Interestingly, this year’s standout errors from both Ramirez and Belt appear to be rather significant in history, or at least dating back to 1974. Alexei’s error occured in the sixth most critical situation by LI in that time frame, while Belt’s -70 WPA is an impressive third greatest in terms of loss of win expectancy:
Most costly errors all-time (sortable)
|1||Bengie Molina||Angels||Sep 3, 2003||9||12-||2||1||6.8||-82.14|
|2||Luis Castillo||Mets||Jun 12, 2009||9||12-||2||1||6.8||-81.79|
|3||Brandon Belt||Giants||Jul 26, 2013||9||1-3||2||1||5.8||-70.54|
|4||Darren Holmes||Brewers||Sep 9, 1992||9||1-3||2||1||5.8||-70.36|
|5||Cristian Guzman||Nationals||Apr 21, 2005||9||123||2||1||9.7||-64.14|
|6||Brad Lidge||Phillies||Aug 15, 2009||9||1–||1||5.4||-61.72|
|7||Jim Thome||Indians||May 19, 2002||9||-23||2||1||6.8||-59.3|
|8||Donnie Smith||Rangers||Sep 17, 2000||8||1-3||3||10.2||-56.86|
|9||Roger Cedeno||Tigers||Aug 10, 2001||6||123||2||6.7||-53.18|
|10||Brandon Crawford||Giants||Apr 8, 2012||7||123||1||1||9.7||-50.85|
|11||Alexei Ramirez||White Sox||Jun 23, 2013||8||123||2||1||7.9||-50.64|
|12||Chris Valaika||Pirates||Jun 10, 1997||8||123||2||1||7.8||-50.59|
|13||Alex Gonzalez||Marlins||Jul 18, 2001||9||12-||1||1||7.1||-50.35|
|14||Jim Thome||Indians||Aug 29, 1997||8||1-3||2||3||7.1||-49.2|
|15||Carlos Guillen||Tigers||Jun 3, 2010||8||—||6||5.0||-47.56|
The greatest loss of WPA on an error occured on Sept. 3, 2003, when Bengie Molina dropped a throw to the plate in the bottom of the ninth inning, allowing two runs to score resulting in a Minnesota walk-off win. There is no video of the play at mlb.com, unfortunately, but recaps from the game tell the story of Dustan Mohr lowering his shoulder before the play at the plate and breaking two of Molina’s wrist bones on contact. Molina would not play again in the 2003 season.

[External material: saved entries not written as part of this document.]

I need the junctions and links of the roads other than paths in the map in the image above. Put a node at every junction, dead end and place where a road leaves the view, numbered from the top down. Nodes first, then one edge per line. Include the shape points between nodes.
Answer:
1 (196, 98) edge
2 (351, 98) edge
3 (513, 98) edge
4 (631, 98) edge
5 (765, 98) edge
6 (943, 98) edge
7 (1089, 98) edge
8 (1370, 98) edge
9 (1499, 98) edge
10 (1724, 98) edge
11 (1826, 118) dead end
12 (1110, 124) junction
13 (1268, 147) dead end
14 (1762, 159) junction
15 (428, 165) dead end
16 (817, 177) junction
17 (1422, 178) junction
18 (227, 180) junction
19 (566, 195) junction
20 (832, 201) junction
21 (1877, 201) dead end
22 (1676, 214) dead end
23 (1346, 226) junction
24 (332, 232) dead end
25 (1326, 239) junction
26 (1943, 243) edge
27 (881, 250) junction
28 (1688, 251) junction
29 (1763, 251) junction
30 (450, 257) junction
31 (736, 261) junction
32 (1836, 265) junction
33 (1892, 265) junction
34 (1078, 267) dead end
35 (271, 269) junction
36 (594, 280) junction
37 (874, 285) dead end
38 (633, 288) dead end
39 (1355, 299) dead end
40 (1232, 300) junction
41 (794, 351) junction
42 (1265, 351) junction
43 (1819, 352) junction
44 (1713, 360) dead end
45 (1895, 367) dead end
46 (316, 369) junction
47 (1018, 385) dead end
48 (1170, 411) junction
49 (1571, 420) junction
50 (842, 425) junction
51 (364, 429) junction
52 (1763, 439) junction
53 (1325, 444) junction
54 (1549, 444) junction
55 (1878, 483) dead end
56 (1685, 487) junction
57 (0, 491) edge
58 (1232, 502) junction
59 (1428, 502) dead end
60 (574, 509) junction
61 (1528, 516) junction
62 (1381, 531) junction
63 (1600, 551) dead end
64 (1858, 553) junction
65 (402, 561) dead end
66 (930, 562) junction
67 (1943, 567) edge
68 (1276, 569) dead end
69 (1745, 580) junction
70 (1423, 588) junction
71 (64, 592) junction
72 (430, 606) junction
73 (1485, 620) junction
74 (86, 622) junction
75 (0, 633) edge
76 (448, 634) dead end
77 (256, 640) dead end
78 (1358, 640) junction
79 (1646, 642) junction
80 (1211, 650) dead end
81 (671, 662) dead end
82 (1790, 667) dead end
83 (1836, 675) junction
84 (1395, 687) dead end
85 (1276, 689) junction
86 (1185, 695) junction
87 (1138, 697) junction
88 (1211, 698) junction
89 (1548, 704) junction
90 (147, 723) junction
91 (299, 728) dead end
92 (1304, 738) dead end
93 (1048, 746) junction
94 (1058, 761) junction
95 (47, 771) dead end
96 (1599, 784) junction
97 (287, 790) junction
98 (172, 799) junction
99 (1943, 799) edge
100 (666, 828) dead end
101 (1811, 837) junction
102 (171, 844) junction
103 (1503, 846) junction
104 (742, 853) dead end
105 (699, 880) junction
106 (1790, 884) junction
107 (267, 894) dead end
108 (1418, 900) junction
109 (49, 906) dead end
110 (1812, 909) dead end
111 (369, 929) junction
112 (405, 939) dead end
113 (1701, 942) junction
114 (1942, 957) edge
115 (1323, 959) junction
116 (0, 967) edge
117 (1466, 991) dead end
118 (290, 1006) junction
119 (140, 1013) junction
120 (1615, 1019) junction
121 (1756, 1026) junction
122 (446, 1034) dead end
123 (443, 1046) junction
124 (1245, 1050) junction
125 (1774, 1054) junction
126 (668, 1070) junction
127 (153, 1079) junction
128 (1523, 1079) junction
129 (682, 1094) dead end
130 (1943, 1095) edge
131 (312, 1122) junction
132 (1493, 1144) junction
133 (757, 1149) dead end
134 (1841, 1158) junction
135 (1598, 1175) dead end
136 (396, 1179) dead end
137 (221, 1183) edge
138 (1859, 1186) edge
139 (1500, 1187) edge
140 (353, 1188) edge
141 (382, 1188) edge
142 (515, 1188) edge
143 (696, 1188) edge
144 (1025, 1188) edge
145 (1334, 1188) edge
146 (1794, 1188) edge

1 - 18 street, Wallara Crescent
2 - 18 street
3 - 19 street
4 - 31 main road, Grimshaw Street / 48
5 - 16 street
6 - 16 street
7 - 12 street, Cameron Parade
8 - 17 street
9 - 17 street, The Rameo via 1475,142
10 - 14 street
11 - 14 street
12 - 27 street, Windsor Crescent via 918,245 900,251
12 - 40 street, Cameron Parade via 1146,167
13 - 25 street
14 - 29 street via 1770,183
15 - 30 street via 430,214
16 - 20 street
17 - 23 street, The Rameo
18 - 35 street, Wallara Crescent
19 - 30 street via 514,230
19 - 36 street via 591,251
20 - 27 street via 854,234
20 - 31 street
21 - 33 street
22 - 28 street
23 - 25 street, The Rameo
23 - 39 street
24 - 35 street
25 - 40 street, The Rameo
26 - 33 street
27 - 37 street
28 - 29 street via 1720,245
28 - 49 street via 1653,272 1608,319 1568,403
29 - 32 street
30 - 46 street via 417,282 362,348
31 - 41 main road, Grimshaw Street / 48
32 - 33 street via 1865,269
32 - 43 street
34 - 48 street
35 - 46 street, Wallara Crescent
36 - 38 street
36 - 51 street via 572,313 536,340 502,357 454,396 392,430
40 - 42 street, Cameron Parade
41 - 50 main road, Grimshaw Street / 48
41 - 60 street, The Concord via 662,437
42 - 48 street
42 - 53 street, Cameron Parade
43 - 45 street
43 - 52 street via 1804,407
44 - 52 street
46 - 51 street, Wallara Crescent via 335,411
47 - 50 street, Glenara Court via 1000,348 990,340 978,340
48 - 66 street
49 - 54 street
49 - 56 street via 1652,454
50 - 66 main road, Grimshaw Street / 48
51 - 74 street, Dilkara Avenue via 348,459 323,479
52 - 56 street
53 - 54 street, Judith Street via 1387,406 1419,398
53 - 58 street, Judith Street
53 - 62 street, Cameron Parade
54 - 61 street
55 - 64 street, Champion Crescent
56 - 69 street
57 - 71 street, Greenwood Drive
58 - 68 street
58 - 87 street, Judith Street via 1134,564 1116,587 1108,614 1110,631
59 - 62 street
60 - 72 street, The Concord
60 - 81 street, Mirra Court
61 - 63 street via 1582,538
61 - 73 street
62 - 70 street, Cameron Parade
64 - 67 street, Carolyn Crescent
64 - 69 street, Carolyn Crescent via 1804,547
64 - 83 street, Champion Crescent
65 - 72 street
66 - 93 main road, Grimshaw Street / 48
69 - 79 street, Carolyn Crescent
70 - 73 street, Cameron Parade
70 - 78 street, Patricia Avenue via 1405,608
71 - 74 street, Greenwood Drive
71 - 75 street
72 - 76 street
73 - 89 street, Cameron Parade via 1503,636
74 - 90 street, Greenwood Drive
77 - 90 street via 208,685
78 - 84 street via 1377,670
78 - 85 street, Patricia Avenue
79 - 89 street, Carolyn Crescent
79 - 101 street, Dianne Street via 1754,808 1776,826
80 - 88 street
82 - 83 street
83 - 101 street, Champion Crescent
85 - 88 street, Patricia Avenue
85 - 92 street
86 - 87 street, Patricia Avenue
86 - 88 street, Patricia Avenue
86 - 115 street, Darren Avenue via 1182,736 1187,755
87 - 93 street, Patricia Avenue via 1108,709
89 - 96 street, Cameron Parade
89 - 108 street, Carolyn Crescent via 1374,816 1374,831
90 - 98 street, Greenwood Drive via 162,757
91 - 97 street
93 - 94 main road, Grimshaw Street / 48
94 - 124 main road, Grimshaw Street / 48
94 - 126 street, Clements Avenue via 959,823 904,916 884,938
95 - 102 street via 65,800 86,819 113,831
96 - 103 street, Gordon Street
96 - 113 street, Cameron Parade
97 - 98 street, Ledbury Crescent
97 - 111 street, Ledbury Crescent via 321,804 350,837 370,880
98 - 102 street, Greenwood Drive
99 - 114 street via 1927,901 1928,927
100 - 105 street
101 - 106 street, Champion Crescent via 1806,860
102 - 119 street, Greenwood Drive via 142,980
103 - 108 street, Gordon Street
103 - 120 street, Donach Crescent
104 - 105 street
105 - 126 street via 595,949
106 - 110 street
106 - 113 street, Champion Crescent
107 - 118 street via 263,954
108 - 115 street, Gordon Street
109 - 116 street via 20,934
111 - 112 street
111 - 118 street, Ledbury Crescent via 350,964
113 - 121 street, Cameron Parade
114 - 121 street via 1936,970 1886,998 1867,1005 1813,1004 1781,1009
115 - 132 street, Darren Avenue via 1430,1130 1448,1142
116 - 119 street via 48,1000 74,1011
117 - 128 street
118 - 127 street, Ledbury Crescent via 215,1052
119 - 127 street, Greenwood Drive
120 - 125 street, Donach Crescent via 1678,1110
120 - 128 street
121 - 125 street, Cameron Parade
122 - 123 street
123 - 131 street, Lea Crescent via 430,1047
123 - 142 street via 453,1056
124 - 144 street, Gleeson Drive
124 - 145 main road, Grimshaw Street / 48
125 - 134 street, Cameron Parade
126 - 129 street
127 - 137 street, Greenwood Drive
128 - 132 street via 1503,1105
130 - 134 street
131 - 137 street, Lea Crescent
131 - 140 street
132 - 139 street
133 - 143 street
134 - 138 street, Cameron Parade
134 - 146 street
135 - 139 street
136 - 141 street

The second greatest loss of WPA on an error was a bit more recent, however, so there is video of the event available for those non-New Yorkers among us, who may not have the incident burned to memory:
Certainly, dropping a routine infield fly ball with the bases loaded would seem to be a more deserved error than dropping a ball while experiencing a season-ending injury involving broken bones.
Of course, no discussion of the costliest error of all-time would be complete without mentioning baseball’s most recognizable error of all time—the one that famously rolled “behind the bag” on Saturday, Oct. 25, 1986. All of these tables above have been limited to regular season, but also have only considered the game at hand, rather than the impact on the team’s season.
Baseball-Reference scores the Buckner play as a loss of about 40 percent of win expectancy for that game. A huge loss on its own, but if we were to apply Dave Studeman’s method of combining in-game LI with Championship Index, would any other World Series error even come close to approaching the Buckner error’s criticality?